The Independent Parliamentary Standards Authority (Ipsa) faces mass defiance from parliamentarians when it presses ahead with plans to increase their pay to £74,000, it has emerged.
Danny Alexander, the chief secretary to the Treasury, said the proposed increase was "utterly incomprehensible", while Philip Hammond, the defence secretary, said he would expect the cabinet to take a collective stand against the Ipsa ruling. Ed Balls, the shadow chancellor, said he could not see himself telling Labour MPs to accept the money.
They were speaking after it was revealed that Ipsa will reject calls for restraint when it publishes on Thursday its final plans to reform MPs' pay and pensions.
It will recommend that MPs should be paid £74,000 a year after the general election – representing an 11% increase on the £66,396 a year they get now, or a 9% increase on what their pay would otherwise be in 2015-16 allowing for normal pay rises.
Ipsa had proposed the rise in a consultation in June, when it also received near-universal condemnation from parliamentarians who argued that it was unacceptable to push through such an increase at a time when many other workers in the public sector were seeing their pay frozen in real terms.

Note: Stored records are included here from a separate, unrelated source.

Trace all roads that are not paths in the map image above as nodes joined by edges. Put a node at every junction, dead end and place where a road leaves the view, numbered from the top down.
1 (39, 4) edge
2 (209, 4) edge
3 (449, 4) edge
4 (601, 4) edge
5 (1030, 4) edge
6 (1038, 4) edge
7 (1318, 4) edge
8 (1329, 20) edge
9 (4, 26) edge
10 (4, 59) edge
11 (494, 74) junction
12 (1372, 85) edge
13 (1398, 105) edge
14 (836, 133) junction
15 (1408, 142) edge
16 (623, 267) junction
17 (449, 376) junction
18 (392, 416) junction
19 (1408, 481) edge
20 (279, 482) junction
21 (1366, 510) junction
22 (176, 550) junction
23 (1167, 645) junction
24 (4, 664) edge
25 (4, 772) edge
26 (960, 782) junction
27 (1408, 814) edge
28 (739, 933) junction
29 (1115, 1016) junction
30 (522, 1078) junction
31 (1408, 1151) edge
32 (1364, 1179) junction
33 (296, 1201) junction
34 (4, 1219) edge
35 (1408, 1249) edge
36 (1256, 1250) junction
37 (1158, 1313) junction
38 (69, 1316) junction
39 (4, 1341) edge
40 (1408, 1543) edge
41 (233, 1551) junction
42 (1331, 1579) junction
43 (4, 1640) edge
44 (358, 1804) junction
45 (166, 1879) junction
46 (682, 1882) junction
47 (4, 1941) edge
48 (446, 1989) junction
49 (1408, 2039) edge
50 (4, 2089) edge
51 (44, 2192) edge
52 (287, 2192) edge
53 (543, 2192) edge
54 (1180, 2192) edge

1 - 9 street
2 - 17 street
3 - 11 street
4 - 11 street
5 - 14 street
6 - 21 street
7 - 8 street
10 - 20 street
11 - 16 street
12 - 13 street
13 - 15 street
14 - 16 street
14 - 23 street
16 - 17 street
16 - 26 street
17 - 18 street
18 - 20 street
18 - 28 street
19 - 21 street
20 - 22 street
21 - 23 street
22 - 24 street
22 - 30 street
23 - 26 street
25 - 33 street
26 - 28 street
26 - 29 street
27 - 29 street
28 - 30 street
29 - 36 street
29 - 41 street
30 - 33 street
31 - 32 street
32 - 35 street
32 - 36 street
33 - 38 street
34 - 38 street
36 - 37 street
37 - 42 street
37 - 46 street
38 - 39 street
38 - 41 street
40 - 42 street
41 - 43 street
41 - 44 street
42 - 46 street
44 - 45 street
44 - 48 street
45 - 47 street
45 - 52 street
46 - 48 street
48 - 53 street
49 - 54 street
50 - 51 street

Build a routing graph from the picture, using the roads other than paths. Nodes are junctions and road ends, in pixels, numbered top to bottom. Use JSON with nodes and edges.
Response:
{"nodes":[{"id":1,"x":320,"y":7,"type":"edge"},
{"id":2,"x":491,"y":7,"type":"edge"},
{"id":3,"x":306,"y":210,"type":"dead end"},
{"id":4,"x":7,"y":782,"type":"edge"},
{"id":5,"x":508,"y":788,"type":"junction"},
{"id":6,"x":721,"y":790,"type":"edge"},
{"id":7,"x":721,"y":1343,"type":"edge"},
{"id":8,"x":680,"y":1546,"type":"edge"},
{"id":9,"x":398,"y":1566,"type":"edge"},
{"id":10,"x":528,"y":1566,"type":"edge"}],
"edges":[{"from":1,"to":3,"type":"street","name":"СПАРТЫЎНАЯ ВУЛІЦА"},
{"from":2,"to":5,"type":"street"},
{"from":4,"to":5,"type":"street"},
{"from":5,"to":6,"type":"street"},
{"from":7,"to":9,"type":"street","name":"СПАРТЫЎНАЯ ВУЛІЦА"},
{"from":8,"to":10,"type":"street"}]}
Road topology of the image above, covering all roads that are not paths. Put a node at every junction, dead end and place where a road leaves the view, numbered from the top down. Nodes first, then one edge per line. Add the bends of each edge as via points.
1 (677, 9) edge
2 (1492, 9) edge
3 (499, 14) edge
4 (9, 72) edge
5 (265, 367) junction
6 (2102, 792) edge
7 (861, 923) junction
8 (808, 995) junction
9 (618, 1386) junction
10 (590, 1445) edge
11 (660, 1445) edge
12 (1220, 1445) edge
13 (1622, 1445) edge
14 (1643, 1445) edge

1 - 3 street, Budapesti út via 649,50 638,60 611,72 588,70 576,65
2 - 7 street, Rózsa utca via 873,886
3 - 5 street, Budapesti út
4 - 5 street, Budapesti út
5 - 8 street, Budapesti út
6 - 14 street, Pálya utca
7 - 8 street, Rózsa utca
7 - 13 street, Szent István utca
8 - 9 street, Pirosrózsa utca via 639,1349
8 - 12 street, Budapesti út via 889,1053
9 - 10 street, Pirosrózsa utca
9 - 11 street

In June, Ipsa also proposed that the pay increase should be matched by cuts to the value of MPs' pensions. According to one source familiar with the authority's thinking, these proposals have been hardened up since the summer, meaning that MPs' pensions will become even less generous.
As a result, Ipsa will be able to argue that its proposals would result in no net increase to the cost of MPs' pay and pensions. The June package would have increased their cost by £500,000 a year.
But Alexander told the BBC's Andrew Marr Show that increasing MPs' salaries in line with what was being proposed was unacceptable.
"Most people will find it utterly incomprehensible that at a time of pay restraint for the public sector, at a time of further squeezes on government spending, that Ipsa should be recommending [this increase]," said Alexander, who declared that he would refuse to accept the money.
"I think it would be wholly inappropriate for MPs to get such a large pay rise at a time when every other public sector worker sees their pay rises capped at 1%."
Hammond told Radio 5 Live: "So long as I'm the defence secretary presiding over a situation where the troops that serve our country so brilliantly are facing a 1% pay rise, I won't be taking a pay increase."
He said he expected all cabinet ministers to take the same approach.
"I suspect that the prime minister would want cabinet ministers to make a clear, collective statement about what they would do. I suspect there will be a strong mood in the cabinet that we all need to say the same thing."
Balls said he would expect Labour MPs to take the same approach. Ipsa had produced a report "entirely out of any context of the real world", he said.
"How could I possibly say to Labour MPs at this time, with the economy like this, with the economy under real pressure, there's a cost of living crisis, that they should take a pay rise?"
Ipsa was created after the MPs' expenses scandal because it was thought that it was best for MPs to lose the right to set the level of their own pay and expenses. MPs have no power to block the increase unless they pass legislation tearing up the whole Ipsa framework.
There would be nothing to stop MPs who receive the rise after 2015 handing it back to the Commons authorities, or instead donating it to charity, and it now appears that many MPs will go into the general election promising exactly that. Potentially this could also lead to fresh calls for legislation, making MPs' pay an election issue.
In June, all three main party leaders criticised the proposed increase. Ed Milband and Nick Clegg both said that they personally would refuse to accept an increase, although David Cameron was more guarded.
Downing Street said on Sunday that the government believed the cost of politics should be going down.
"The government has submitted its views to Ipsa as part of the body's consultation on MPs' pay. It made it clear that, while Ipsa is an independent body set up by parliament, in future decisions on remuneration it expects Ipsa to take into account the government's wider approach to public service pay and pensions," a spokeswoman said.
"We believe that the cost of politics should be going down, not up."
On Sunday, several MPs used Twitter to say that they, like Alexander, would refuse to accept the proposed rise. They included Andy Burnham, the shadow health secretary, Steve Webb, the Lib Dem pensions minister, Labour MPs John Mann and John Woodcock and the Conservative Andrew Stephenson.
But Sir Peter Bottomley, the Conservative MP, said his colleagues should accept Ipsa's ruling. "Each leader will say this is the wrong amount at the wrong time. The fact is, it was the leaders who set up the Ipsa system who are given the responsibility to set the level of pay and people can't interfere with it," he said.
"The only way MPs could overturn this is to defy their leaders and pass a law saying Ipsa is abolished or it will be ignored. That's impractical given the public interest in setting up Ipsa in the first place."
A source familiar with Ipsa's thinking said that if MPs were unhappy with the increase they only had themselves to blame. For years, when they were in charge of their own pay, they avoided large salary increases, because those were unpopular with the electorate, while allowing themselves to recoup the money they were losing through expenses that became ever more generous and hard to justify.
"MPs, and governments, had decade after decade after decade to deal with this, and they never did. They made a mess of it," said the source. "History tells us that they would do it again if they had the chance."